• [WHAT YOU SHOULD DO]:
Copy out, from the entries below, each line that holds the string "Natta".

• [DATA SHOWN]:
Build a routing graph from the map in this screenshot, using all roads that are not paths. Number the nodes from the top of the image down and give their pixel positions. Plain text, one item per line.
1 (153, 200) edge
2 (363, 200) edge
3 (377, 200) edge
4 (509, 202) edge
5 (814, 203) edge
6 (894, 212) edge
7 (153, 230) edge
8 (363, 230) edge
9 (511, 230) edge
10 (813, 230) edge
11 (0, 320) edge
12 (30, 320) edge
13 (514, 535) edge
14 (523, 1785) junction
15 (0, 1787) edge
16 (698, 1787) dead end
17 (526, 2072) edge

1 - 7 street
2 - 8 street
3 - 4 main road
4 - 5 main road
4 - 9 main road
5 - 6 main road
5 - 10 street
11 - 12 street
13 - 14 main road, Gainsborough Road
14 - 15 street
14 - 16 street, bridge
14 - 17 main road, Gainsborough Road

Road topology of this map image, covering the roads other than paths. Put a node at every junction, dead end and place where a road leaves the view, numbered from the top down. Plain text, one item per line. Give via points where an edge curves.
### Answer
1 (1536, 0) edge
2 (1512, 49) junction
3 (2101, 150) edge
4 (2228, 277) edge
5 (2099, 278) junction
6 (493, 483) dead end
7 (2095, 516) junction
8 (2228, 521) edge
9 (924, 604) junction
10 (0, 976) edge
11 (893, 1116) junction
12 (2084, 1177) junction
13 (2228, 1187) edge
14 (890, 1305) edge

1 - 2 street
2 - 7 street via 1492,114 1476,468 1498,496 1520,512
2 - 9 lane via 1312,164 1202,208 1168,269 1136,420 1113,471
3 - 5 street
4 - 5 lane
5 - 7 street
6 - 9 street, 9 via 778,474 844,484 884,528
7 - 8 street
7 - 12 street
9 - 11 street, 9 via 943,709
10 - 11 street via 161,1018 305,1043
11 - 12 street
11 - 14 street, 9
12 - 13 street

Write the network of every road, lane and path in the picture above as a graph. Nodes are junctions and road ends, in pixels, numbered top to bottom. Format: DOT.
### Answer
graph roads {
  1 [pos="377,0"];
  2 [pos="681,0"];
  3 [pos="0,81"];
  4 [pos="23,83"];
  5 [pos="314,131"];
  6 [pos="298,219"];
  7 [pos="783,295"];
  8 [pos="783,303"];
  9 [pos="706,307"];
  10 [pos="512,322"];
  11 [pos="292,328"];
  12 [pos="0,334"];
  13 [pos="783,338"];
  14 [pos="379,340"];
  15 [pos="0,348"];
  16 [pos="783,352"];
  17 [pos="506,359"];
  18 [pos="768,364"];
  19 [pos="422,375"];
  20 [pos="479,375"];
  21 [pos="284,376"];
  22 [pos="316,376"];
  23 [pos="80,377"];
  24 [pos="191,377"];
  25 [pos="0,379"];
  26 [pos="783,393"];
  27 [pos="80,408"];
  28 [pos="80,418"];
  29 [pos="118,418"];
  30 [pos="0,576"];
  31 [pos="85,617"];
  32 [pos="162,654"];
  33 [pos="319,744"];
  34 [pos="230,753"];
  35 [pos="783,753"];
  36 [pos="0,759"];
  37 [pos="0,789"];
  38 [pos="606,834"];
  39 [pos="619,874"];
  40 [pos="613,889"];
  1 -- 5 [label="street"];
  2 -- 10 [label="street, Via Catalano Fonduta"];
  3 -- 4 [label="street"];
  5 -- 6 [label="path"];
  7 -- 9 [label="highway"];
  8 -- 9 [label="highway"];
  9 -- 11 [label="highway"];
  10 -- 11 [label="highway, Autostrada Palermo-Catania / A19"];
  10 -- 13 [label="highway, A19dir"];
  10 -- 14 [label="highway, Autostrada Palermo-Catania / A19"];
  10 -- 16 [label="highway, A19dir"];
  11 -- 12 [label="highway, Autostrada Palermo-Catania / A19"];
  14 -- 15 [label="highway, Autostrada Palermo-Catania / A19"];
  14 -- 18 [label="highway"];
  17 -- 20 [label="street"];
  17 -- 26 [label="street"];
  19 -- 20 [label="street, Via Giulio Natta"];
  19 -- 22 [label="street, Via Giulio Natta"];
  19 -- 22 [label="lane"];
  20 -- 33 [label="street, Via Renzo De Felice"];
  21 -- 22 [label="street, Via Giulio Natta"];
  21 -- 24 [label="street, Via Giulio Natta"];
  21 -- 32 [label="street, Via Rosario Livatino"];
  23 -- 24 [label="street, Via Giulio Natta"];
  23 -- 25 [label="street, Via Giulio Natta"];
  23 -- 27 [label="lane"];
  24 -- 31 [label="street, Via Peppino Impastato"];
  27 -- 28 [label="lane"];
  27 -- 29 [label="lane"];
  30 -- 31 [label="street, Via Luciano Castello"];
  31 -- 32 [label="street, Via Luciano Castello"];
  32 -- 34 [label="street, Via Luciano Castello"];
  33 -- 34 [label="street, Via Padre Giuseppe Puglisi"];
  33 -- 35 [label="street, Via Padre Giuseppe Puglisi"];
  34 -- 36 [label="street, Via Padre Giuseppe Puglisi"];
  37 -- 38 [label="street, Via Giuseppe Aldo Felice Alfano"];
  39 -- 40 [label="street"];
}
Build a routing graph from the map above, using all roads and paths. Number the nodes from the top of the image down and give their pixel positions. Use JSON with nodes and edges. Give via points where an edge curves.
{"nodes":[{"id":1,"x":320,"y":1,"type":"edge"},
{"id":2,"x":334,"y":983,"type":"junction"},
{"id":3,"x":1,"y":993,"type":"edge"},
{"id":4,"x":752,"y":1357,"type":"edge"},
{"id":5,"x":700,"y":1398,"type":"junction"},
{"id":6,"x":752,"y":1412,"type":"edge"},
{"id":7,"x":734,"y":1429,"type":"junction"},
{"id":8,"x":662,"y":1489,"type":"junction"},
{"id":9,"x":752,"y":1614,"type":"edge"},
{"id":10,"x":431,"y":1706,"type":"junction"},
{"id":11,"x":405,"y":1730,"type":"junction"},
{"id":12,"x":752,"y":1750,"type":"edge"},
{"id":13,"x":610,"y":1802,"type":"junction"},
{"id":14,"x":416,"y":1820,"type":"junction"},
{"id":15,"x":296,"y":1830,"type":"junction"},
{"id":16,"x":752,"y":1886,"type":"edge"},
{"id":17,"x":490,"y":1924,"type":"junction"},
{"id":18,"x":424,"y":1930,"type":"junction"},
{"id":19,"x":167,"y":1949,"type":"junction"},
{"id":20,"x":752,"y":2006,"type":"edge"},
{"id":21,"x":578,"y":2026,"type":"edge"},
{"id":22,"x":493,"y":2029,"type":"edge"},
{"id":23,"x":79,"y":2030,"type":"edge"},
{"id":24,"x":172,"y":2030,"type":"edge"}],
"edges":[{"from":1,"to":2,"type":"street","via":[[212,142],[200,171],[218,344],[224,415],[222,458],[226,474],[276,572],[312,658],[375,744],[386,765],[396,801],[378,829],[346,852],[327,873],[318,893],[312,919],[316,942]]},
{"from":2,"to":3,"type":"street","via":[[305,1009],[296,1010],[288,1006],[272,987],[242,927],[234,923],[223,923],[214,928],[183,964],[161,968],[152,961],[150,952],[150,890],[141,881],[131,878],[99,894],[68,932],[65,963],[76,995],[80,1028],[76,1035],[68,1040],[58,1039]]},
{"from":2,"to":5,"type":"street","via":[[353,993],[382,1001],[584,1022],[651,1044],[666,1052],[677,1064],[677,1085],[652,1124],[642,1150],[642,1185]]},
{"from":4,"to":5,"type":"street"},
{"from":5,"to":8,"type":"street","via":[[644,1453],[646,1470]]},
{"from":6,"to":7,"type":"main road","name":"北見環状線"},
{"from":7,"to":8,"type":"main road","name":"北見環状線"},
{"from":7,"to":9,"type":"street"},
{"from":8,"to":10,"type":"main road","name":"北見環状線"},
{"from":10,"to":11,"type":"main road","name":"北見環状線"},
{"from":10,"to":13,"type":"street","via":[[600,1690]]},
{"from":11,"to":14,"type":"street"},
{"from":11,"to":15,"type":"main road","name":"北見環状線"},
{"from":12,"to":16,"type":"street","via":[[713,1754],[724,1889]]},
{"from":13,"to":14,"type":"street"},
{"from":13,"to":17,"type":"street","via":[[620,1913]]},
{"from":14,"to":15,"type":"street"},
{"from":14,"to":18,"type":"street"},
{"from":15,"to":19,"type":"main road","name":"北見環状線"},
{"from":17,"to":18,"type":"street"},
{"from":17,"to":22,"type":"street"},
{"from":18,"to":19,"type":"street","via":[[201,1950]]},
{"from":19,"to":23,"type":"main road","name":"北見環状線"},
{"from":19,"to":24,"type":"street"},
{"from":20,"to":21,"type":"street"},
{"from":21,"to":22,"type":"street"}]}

• [RESPONSE AREA]:
  19 -- 20 [label="street, Via Giulio Natta"];
  19 -- 22 [label="street, Via Giulio Natta"];
  21 -- 22 [label="street, Via Giulio Natta"];
  21 -- 24 [label="street, Via Giulio Natta"];
  23 -- 24 [label="street, Via Giulio Natta"];
  23 -- 25 [label="street, Via Giulio Natta"];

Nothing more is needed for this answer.